The result is a single image URL the LLM can attach to its SMS response.

What the LLM Actually Sees

For a "show me wildfires near the PCT" request, the LLM's tool call sequence looks like:

[
  { "name": "retrieve_wildfire_layer", "result": { "status": "queued", "featureCount": 847 } },
  { "name": "retrieve_trail_layer",    "result": { "status": "queued", "featureCount": 1   } },
  { "name": "generate_map",           "result": { "mapUrl": "https://..."               } }
]

Total tokens in tool results: ~150. Without this pattern: ~125,000+.

Tradeoffs

What you gain:

Context window stays small regardless of dataset size
Render pipeline is deterministic and testable in isolation
Adding new layer types doesn't require changing how the LLM interacts with the system

What you give up:

The LLM can't reason about the underlying geometry of any layer it queued. It knows a trail was added and how many features it contains, but nothing about the coordinates themselves. A question like "what's the nearest city to my trail?" can't be answered precisely from the queued layer data — the LLM would need a separate tool that returns that as text. It can, however, view the rendered map image later via the Storage link and make visual observations about the composite result.
Layer queue is ephemeral — it doesn't survive across turns, so multi-turn map refinement requires re-fetching

The second tradeoff could be addressed by persisting layers to a database table that follows the same history retention policies as conversation responses.
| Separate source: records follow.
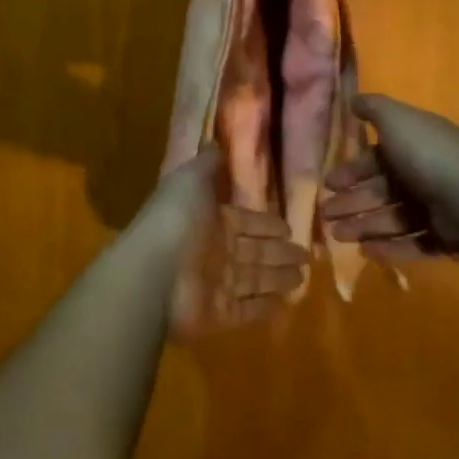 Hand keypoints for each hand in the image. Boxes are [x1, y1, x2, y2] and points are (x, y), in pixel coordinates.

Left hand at [134, 146, 310, 337]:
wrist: (153, 271)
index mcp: (210, 221)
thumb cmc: (176, 219)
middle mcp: (214, 252)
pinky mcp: (218, 315)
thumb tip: (216, 143)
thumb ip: (207, 164)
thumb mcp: (190, 178)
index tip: (288, 226)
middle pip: (254, 252)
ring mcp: (215, 285)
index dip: (266, 224)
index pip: (246, 222)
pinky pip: (246, 310)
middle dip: (279, 252)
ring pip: (254, 280)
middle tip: (305, 254)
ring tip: (303, 276)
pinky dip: (264, 307)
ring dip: (277, 278)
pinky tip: (283, 303)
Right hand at [319, 94, 458, 261]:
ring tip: (338, 236)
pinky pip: (412, 243)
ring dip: (363, 225)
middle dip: (352, 202)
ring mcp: (436, 208)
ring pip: (392, 218)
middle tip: (327, 215)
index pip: (378, 157)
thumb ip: (373, 108)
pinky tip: (365, 252)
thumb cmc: (428, 154)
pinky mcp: (444, 238)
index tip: (330, 183)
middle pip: (381, 190)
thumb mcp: (397, 120)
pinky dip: (389, 248)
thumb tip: (353, 99)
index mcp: (414, 146)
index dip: (352, 170)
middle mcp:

Each rendered map response would store its associated layers by reference, so if the user follows up — asking to zoom in, change the style, or add another data source — the layers can be rehydrated directly from the database without re-fetching from the original APIs.

Applying This to Your System

The pattern here isn't about maps. It's about recognizing when your LLM is acting as a data pipe instead of a reasoning engine — and removing it from that role.

The signal to look for: Tool A fetches data → LLM receives it → LLM passes it directly to Tool B. If the LLM isn't making a decision based on the content, it shouldn't be holding the content at all.

A few scenarios where the same approach applies:

Multi-source data enrichment. NREL provides a dataset of EV charging stations, but it's missing amenity data, real-time availability, and user reviews that other APIs carry. Rather than fetching each source and passing the merged payload back to the LLM for combination, each retrieval tool queues its dataset server-side. A compositor joins them on station ID and produces the enriched result. The LLM orchestrates which sources to pull and receives a summary — it never holds the intermediate per-source payloads or the merged dataset.

Log analysis with multiple passes. A user asks "how many errors did we have in the last hour, and what are the primary issues?" That's two analytical questions over the same underlying data. Without this pattern, you'd fetch the logs twice — once per tool call — or pass the raw log payload back to the LLM between calls. Instead, the log fetch runs once and stores the result. An error-count tool and a root-cause tool both read from the same stored dataset independently. The LLM gets two small structured answers rather than raw log data that it has no business holding.

Any ETL pipeline where the output is what matters. If you're pulling from multiple upstream sources and compositing them into a single result — a report, a dashboard dataset, a ranked list — the LLM's role is to decide what to pull and describe the result, not to participate in the merge. The intermediate state between sources belongs in your pipeline, not in the context window.